PROBLEM —
Print the data that follows, exactly and completely.

DATA SUPPLIED —

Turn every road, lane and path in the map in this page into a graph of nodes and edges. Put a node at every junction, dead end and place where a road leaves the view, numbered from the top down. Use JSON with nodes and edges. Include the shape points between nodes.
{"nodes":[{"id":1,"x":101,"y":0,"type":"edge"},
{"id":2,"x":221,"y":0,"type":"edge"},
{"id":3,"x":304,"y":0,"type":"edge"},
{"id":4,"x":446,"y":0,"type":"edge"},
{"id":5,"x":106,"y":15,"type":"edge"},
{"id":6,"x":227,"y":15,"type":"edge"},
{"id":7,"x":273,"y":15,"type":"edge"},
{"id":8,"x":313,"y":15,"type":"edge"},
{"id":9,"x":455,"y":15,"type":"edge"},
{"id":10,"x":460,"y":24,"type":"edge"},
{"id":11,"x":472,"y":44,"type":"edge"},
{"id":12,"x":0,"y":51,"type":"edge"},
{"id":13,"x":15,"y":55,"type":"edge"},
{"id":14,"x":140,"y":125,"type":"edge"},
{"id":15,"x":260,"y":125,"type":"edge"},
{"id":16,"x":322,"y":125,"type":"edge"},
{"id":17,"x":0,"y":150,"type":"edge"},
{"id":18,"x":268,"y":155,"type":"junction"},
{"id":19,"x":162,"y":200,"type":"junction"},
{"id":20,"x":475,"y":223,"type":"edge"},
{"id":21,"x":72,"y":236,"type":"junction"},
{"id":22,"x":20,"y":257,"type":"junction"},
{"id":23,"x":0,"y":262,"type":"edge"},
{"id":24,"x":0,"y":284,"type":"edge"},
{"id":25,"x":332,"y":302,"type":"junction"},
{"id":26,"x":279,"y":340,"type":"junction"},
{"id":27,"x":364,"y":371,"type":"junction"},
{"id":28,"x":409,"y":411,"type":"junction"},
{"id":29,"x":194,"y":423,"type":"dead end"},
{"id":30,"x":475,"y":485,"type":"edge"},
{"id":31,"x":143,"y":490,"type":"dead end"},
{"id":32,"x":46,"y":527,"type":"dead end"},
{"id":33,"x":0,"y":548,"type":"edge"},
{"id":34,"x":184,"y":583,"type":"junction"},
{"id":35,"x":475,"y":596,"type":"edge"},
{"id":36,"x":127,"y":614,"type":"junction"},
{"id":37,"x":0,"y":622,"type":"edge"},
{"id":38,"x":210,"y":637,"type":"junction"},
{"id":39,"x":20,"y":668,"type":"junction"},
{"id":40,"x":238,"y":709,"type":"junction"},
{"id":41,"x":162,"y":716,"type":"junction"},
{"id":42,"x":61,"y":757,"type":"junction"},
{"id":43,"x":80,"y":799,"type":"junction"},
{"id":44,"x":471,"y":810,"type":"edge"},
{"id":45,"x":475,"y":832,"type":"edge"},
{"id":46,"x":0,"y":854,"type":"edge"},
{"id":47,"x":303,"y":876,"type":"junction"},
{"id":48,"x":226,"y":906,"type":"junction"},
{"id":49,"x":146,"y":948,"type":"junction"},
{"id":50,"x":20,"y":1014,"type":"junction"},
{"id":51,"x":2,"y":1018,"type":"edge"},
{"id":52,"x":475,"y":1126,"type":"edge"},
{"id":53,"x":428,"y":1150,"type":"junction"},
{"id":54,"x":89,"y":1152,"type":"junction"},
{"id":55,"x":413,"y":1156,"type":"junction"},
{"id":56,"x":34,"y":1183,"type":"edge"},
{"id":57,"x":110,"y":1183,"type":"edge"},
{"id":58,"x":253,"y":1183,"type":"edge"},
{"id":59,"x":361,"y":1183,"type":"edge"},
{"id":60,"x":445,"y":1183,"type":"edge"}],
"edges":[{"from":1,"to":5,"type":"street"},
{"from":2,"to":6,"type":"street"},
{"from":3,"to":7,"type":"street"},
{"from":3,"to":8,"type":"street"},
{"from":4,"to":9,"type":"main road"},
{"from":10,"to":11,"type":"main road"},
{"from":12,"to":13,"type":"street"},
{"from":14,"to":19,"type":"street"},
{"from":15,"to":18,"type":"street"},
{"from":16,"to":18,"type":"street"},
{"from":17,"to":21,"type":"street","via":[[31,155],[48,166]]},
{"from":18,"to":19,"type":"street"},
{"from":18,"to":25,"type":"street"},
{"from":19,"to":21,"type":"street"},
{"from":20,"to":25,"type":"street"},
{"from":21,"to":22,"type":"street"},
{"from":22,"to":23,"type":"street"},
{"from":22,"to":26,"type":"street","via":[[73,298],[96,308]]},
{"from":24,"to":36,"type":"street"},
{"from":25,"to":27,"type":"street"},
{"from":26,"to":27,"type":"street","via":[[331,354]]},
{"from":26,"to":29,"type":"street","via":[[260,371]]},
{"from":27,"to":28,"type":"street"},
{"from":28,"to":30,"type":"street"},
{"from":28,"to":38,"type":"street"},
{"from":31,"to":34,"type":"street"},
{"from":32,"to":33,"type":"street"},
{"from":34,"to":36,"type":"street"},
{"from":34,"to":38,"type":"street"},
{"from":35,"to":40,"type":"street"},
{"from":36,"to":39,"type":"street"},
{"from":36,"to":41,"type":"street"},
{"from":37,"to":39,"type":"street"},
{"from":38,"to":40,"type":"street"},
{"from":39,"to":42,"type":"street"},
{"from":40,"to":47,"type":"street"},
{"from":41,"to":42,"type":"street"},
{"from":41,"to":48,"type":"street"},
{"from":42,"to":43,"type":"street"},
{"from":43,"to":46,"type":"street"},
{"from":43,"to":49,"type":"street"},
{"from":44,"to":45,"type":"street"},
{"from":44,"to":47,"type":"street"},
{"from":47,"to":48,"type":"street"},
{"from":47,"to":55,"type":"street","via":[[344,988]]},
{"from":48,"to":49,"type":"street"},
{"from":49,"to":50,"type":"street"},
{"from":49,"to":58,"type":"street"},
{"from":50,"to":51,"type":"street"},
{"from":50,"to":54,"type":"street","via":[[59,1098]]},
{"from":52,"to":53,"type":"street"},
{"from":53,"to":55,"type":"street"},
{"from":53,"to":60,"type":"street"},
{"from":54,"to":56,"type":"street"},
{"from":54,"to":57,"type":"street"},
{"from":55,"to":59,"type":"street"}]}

RESULT OF THE TASK —
Turn every road, lane and path in the map in this page into a graph of nodes and edges. Put a node at every junction, dead end and place where a road leaves the view, numbered from the top down. Use JSON with nodes and edges. Include the shape points between nodes.
{"nodes":[{"id":1,"x":101,"y":0,"type":"edge"},
{"id":2,"x":221,"y":0,"type":"edge"},
{"id":3,"x":304,"y":0,"type":"edge"},
{"id":4,"x":446,"y":0,"type":"edge"},
{"id":5,"x":106,"y":15,"type":"edge"},
{"id":6,"x":227,"y":15,"type":"edge"},
{"id":7,"x":273,"y":15,"type":"edge"},
{"id":8,"x":313,"y":15,"type":"edge"},
{"id":9,"x":455,"y":15,"type":"edge"},
{"id":10,"x":460,"y":24,"type":"edge"},
{"id":11,"x":472,"y":44,"type":"edge"},
{"id":12,"x":0,"y":51,"type":"edge"},
{"id":13,"x":15,"y":55,"type":"edge"},
{"id":14,"x":140,"y":125,"type":"edge"},
{"id":15,"x":260,"y":125,"type":"edge"},
{"id":16,"x":322,"y":125,"type":"edge"},
{"id":17,"x":0,"y":150,"type":"edge"},
{"id":18,"x":268,"y":155,"type":"junction"},
{"id":19,"x":162,"y":200,"type":"junction"},
{"id":20,"x":475,"y":223,"type":"edge"},
{"id":21,"x":72,"y":236,"type":"junction"},
{"id":22,"x":20,"y":257,"type":"junction"},
{"id":23,"x":0,"y":262,"type":"edge"},
{"id":24,"x":0,"y":284,"type":"edge"},
{"id":25,"x":332,"y":302,"type":"junction"},
{"id":26,"x":279,"y":340,"type":"junction"},
{"id":27,"x":364,"y":371,"type":"junction"},
{"id":28,"x":409,"y":411,"type":"junction"},
{"id":29,"x":194,"y":423,"type":"dead end"},
{"id":30,"x":475,"y":485,"type":"edge"},
{"id":31,"x":143,"y":490,"type":"dead end"},
{"id":32,"x":46,"y":527,"type":"dead end"},
{"id":33,"x":0,"y":548,"type":"edge"},
{"id":34,"x":184,"y":583,"type":"junction"},
{"id":35,"x":475,"y":596,"type":"edge"},
{"id":36,"x":127,"y":614,"type":"junction"},
{"id":37,"x":0,"y":622,"type":"edge"},
{"id":38,"x":210,"y":637,"type":"junction"},
{"id":39,"x":20,"y":668,"type":"junction"},
{"id":40,"x":238,"y":709,"type":"junction"},
{"id":41,"x":162,"y":716,"type":"junction"},
{"id":42,"x":61,"y":757,"type":"junction"},
{"id":43,"x":80,"y":799,"type":"junction"},
{"id":44,"x":471,"y":810,"type":"edge"},
{"id":45,"x":475,"y":832,"type":"edge"},
{"id":46,"x":0,"y":854,"type":"edge"},
{"id":47,"x":303,"y":876,"type":"junction"},
{"id":48,"x":226,"y":906,"type":"junction"},
{"id":49,"x":146,"y":948,"type":"junction"},
{"id":50,"x":20,"y":1014,"type":"junction"},
{"id":51,"x":2,"y":1018,"type":"edge"},
{"id":52,"x":475,"y":1126,"type":"edge"},
{"id":53,"x":428,"y":1150,"type":"junction"},
{"id":54,"x":89,"y":1152,"type":"junction"},
{"id":55,"x":413,"y":1156,"type":"junction"},
{"id":56,"x":34,"y":1183,"type":"edge"},
{"id":57,"x":110,"y":1183,"type":"edge"},
{"id":58,"x":253,"y":1183,"type":"edge"},
{"id":59,"x":361,"y":1183,"type":"edge"},
{"id":60,"x":445,"y":1183,"type":"edge"}],
"edges":[{"from":1,"to":5,"type":"street"},
{"from":2,"to":6,"type":"street"},
{"from":3,"to":7,"type":"street"},
{"from":3,"to":8,"type":"street"},
{"from":4,"to":9,"type":"main road"},
{"from":10,"to":11,"type":"main road"},
{"from":12,"to":13,"type":"street"},
{"from":14,"to":19,"type":"street"},
{"from":15,"to":18,"type":"street"},
{"from":16,"to":18,"type":"street"},
{"from":17,"to":21,"type":"street","via":[[31,155],[48,166]]},
{"from":18,"to":19,"type":"street"},
{"from":18,"to":25,"type":"street"},
{"from":19,"to":21,"type":"street"},
{"from":20,"to":25,"type":"street"},
{"from":21,"to":22,"type":"street"},
{"from":22,"to":23,"type":"street"},
{"from":22,"to":26,"type":"street","via":[[73,298],[96,308]]},
{"from":24,"to":36,"type":"street"},
{"from":25,"to":27,"type":"street"},
{"from":26,"to":27,"type":"street","via":[[331,354]]},
{"from":26,"to":29,"type":"street","via":[[260,371]]},
{"from":27,"to":28,"type":"street"},
{"from":28,"to":30,"type":"street"},
{"from":28,"to":38,"type":"street"},
{"from":31,"to":34,"type":"street"},
{"from":32,"to":33,"type":"street"},
{"from":34,"to":36,"type":"street"},
{"from":34,"to":38,"type":"street"},
{"from":35,"to":40,"type":"street"},
{"from":36,"to":39,"type":"street"},
{"from":36,"to":41,"type":"street"},
{"from":37,"to":39,"type":"street"},
{"from":38,"to":40,"type":"street"},
{"from":39,"to":42,"type":"street"},
{"from":40,"to":47,"type":"street"},
{"from":41,"to":42,"type":"street"},
{"from":41,"to":48,"type":"street"},
{"from":42,"to":43,"type":"street"},
{"from":43,"to":46,"type":"street"},
{"from":43,"to":49,"type":"street"},
{"from":44,"to":45,"type":"street"},
{"from":44,"to":47,"type":"street"},
{"from":47,"to":48,"type":"street"},
{"from":47,"to":55,"type":"street","via":[[344,988]]},
{"from":48,"to":49,"type":"street"},
{"from":49,"to":50,"type":"street"},
{"from":49,"to":58,"type":"street"},
{"from":50,"to":51,"type":"street"},
{"from":50,"to":54,"type":"street","via":[[59,1098]]},
{"from":52,"to":53,"type":"street"},
{"from":53,"to":55,"type":"street"},
{"from":53,"to":60,"type":"street"},
{"from":54,"to":56,"type":"street"},
{"from":54,"to":57,"type":"street"},
{"from":55,"to":59,"type":"street"}]}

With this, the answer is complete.